[[ Records open ]]
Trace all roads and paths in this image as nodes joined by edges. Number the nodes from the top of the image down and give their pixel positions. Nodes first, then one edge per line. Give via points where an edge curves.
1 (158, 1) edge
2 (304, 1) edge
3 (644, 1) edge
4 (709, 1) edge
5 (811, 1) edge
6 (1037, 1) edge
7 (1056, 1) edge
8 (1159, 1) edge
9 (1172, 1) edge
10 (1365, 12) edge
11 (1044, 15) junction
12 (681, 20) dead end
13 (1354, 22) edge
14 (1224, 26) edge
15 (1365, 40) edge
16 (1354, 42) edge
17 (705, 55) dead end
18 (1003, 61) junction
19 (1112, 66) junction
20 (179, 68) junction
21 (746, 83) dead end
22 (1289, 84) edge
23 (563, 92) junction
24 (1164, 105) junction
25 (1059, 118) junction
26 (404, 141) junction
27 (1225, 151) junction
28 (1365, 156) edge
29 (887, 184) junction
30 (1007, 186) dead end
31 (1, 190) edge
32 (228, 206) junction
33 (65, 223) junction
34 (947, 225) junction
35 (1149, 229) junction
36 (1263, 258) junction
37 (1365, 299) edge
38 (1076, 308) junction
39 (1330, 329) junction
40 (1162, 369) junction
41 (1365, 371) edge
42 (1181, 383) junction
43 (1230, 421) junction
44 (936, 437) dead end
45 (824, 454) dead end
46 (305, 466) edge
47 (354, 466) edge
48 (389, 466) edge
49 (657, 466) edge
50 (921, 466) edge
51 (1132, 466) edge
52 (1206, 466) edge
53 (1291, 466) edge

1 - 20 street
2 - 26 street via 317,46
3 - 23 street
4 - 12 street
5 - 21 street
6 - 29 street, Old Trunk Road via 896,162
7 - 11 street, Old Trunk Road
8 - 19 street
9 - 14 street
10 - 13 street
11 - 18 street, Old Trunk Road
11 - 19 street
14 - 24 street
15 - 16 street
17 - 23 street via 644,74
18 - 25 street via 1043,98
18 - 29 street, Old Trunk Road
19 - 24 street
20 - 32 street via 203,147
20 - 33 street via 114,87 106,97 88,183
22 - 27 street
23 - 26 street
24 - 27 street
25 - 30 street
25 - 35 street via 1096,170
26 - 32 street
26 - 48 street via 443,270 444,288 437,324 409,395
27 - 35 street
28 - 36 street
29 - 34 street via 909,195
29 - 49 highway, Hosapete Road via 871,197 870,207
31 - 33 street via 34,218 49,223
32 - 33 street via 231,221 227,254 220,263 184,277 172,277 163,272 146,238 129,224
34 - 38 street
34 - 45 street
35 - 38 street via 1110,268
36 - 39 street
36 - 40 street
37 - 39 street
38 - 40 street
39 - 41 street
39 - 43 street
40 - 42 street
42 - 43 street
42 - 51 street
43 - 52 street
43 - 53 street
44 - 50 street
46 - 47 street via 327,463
[[ Records closed ]]
Using the records above, pull out each line where the word "Trunk" occurs.

Result below ->
6 - 29 street, Old Trunk Road via 896,162
7 - 11 street, Old Trunk Road
11 - 18 street, Old Trunk Road
18 - 29 street, Old Trunk Road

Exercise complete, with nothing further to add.